» TASK TO COMPLETE
Look through the data below for the line with "border:6px solid #d22;" and the line with "display:flex; justify-content:space-between; align-items:center;", then output those two and all lines in between, exactly as written.

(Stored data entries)

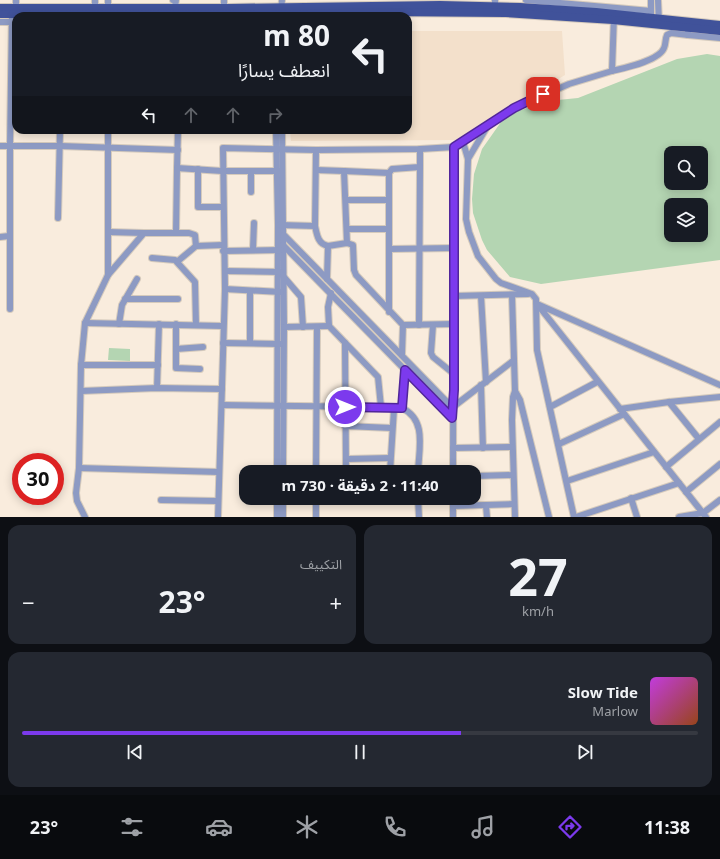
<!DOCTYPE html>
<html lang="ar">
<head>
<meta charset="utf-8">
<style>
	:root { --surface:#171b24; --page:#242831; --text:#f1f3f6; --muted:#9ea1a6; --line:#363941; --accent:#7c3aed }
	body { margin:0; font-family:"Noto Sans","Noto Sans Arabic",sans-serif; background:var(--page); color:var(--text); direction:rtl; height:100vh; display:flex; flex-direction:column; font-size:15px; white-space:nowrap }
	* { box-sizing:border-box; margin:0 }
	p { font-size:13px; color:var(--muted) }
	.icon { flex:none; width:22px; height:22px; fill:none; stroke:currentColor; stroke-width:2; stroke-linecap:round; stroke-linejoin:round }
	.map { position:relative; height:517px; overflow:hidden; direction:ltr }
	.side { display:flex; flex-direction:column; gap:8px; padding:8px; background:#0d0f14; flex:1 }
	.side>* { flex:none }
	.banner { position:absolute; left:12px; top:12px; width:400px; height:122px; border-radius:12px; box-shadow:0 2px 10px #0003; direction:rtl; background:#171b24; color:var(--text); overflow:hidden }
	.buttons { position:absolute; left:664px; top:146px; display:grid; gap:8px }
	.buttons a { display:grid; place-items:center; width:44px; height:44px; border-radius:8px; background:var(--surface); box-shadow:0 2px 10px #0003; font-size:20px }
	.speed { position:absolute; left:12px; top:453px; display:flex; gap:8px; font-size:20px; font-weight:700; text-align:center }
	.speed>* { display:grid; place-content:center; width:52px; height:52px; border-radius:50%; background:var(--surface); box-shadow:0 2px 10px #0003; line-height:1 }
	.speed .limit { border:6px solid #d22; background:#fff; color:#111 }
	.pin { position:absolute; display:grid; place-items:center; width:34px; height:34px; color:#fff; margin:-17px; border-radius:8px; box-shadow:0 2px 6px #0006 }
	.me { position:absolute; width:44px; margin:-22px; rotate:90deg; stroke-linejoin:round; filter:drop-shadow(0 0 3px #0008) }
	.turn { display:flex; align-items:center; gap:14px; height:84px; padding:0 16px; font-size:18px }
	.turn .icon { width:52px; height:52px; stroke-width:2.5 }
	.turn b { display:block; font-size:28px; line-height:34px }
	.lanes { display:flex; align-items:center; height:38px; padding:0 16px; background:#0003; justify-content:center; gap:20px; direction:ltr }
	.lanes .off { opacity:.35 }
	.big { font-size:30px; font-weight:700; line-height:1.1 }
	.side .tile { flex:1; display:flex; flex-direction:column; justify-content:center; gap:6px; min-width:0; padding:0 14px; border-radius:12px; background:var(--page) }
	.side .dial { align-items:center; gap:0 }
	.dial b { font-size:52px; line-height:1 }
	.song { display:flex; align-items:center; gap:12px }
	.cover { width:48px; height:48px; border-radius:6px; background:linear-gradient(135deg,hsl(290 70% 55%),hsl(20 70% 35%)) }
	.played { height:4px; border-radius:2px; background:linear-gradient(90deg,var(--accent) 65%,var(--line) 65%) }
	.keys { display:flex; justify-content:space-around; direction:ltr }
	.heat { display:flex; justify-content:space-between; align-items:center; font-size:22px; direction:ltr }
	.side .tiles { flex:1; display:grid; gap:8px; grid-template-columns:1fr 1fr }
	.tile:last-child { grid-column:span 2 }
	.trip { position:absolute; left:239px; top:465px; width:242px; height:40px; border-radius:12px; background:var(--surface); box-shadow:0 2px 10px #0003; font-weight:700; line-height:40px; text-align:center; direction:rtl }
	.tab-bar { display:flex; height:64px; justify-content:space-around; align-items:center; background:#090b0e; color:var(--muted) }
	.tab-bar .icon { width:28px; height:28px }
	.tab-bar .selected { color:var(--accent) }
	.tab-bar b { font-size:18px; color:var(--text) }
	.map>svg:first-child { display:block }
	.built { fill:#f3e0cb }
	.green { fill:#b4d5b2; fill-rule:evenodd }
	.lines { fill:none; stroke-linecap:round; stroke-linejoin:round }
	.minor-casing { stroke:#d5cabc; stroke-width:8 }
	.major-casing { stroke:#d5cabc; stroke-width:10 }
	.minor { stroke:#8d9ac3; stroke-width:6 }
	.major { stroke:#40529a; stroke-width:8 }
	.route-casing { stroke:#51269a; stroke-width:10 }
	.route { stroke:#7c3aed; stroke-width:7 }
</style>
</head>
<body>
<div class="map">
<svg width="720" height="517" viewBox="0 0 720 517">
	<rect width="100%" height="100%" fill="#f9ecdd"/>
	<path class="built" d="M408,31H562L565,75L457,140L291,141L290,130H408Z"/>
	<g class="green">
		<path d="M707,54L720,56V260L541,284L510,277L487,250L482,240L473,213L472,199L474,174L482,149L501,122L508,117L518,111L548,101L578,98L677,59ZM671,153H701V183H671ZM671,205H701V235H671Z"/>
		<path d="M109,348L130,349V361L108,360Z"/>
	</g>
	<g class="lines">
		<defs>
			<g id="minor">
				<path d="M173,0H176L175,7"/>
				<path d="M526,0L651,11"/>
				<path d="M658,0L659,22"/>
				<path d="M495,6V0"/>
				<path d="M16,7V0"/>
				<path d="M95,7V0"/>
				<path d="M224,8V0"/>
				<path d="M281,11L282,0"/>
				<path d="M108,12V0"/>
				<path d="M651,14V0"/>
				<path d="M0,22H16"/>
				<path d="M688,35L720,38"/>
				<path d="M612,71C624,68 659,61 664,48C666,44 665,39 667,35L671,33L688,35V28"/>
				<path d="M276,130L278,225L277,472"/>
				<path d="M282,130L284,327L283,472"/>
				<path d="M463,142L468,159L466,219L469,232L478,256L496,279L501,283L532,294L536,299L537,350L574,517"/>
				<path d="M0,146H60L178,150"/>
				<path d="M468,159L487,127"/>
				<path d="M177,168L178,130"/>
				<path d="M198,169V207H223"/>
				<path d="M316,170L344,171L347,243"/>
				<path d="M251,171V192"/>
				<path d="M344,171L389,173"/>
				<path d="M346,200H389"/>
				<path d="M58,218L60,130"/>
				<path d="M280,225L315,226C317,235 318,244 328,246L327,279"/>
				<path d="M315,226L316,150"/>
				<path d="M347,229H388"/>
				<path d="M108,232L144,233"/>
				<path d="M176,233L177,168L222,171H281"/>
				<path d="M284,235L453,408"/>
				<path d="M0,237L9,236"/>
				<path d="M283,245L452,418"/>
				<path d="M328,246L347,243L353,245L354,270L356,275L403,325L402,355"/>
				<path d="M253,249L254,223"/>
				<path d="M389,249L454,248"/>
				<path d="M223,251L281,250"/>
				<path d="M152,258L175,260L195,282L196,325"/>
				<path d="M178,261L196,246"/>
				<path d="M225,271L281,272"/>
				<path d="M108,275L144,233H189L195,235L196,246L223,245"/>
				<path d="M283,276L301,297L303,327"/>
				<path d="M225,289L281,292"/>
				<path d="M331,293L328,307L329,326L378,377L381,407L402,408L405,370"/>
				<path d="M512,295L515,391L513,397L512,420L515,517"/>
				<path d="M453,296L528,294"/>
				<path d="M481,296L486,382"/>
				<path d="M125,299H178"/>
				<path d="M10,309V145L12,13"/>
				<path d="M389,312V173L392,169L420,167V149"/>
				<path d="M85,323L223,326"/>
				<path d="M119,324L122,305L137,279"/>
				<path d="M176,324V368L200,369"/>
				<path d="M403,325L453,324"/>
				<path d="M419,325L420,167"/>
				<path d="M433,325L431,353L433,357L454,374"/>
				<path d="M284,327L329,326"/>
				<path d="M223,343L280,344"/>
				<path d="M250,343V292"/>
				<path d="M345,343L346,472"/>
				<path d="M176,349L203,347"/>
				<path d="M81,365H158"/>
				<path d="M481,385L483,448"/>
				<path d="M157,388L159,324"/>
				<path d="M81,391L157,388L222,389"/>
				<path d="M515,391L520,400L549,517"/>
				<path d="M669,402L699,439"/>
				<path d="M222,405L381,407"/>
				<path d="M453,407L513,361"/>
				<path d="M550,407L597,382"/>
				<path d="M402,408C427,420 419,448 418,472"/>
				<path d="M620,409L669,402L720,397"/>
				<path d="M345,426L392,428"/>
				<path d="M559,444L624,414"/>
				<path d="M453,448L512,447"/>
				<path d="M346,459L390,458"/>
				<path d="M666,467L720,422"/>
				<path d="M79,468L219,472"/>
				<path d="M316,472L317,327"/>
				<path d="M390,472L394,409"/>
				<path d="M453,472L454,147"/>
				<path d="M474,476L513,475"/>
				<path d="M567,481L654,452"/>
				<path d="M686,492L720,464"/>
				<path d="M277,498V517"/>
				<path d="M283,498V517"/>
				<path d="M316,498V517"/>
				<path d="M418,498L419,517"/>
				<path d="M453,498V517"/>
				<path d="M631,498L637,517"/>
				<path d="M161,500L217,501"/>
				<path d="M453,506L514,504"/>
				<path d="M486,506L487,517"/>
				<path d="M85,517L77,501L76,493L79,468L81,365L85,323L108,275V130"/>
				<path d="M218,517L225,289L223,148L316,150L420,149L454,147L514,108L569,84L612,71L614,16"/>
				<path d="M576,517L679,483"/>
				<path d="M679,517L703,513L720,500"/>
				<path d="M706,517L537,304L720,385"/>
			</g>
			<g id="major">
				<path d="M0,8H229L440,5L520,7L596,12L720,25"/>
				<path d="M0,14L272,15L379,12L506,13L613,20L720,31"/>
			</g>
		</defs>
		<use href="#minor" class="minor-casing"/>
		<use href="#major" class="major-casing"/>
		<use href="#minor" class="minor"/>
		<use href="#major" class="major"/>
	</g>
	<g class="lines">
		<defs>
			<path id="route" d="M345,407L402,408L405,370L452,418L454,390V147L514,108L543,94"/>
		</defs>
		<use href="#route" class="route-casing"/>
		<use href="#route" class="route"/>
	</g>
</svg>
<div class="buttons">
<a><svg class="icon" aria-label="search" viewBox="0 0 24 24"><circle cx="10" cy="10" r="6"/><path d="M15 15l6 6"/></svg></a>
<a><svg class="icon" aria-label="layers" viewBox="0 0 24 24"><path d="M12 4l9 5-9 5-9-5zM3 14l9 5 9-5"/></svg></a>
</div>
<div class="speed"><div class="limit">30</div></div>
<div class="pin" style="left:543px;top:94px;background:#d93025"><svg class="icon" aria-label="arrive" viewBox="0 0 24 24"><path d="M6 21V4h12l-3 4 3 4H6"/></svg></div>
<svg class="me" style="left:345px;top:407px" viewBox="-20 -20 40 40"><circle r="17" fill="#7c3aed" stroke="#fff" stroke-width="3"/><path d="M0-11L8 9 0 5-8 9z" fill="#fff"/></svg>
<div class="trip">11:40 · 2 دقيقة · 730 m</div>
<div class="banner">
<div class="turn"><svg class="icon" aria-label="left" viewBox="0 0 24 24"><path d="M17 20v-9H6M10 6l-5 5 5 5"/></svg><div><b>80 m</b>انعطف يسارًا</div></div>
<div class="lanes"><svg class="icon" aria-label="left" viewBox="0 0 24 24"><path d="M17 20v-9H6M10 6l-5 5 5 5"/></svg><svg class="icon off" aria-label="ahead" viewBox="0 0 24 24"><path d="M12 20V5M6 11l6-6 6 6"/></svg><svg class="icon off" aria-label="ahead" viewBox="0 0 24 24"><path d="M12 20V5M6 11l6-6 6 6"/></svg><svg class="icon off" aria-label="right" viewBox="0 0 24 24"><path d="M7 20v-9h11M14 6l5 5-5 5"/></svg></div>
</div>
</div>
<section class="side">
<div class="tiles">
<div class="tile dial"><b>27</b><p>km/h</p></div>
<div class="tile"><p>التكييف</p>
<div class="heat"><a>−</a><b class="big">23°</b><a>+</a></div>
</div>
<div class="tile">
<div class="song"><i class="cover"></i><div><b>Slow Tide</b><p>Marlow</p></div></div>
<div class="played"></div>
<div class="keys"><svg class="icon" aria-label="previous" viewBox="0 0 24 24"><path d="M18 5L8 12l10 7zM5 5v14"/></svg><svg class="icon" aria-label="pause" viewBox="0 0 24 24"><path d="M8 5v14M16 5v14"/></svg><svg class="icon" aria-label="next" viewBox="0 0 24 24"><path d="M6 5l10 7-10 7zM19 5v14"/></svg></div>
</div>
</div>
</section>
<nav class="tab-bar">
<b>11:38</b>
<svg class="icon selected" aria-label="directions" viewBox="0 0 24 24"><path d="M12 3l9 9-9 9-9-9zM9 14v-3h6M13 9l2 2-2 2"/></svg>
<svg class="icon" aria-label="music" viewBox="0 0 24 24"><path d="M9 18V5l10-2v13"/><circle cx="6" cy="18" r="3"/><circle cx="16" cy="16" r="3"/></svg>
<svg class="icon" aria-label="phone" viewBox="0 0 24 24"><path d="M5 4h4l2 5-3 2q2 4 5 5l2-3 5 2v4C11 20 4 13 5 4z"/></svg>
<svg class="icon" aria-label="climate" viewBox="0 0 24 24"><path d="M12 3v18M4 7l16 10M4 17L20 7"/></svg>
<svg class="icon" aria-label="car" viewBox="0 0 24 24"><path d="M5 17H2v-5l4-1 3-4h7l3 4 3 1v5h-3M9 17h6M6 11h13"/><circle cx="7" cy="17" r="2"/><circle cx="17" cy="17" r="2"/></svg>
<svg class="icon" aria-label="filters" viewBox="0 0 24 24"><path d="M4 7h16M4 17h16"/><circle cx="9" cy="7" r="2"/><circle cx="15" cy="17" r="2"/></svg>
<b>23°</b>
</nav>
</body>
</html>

» WRITTEN SOLUTION
	.speed .limit { border:6px solid #d22; background:#fff; color:#111 }
	.pin { position:absolute; display:grid; place-items:center; width:34px; height:34px; color:#fff; margin:-17px; border-radius:8px; box-shadow:0 2px 6px #0006 }
	.me { position:absolute; width:44px; margin:-22px; rotate:90deg; stroke-linejoin:round; filter:drop-shadow(0 0 3px #0008) }
	.turn { display:flex; align-items:center; gap:14px; height:84px; padding:0 16px; font-size:18px }
	.turn .icon { width:52px; height:52px; stroke-width:2.5 }
	.turn b { display:block; font-size:28px; line-height:34px }
	.lanes { display:flex; align-items:center; height:38px; padding:0 16px; background:#0003; justify-content:center; gap:20px; direction:ltr }
	.lanes .off { opacity:.35 }
	.big { font-size:30px; font-weight:700; line-height:1.1 }
	.side .tile { flex:1; display:flex; flex-direction:column; justify-content:center; gap:6px; min-width:0; padding:0 14px; border-radius:12px; background:var(--page) }
	.side .dial { align-items:center; gap:0 }
	.dial b { font-size:52px; line-height:1 }
	.song { display:flex; align-items:center; gap:12px }
	.cover { width:48px; height:48px; border-radius:6px; background:linear-gradient(135deg,hsl(290 70% 55%),hsl(20 70% 35%)) }
	.played { height:4px; border-radius:2px; background:linear-gradient(90deg,var(--accent) 65%,var(--line) 65%) }
	.keys { display:flex; justify-content:space-around; direction:ltr }
	.heat { display:flex; justify-content:space-between; align-items:center; font-size:22px; direction:ltr }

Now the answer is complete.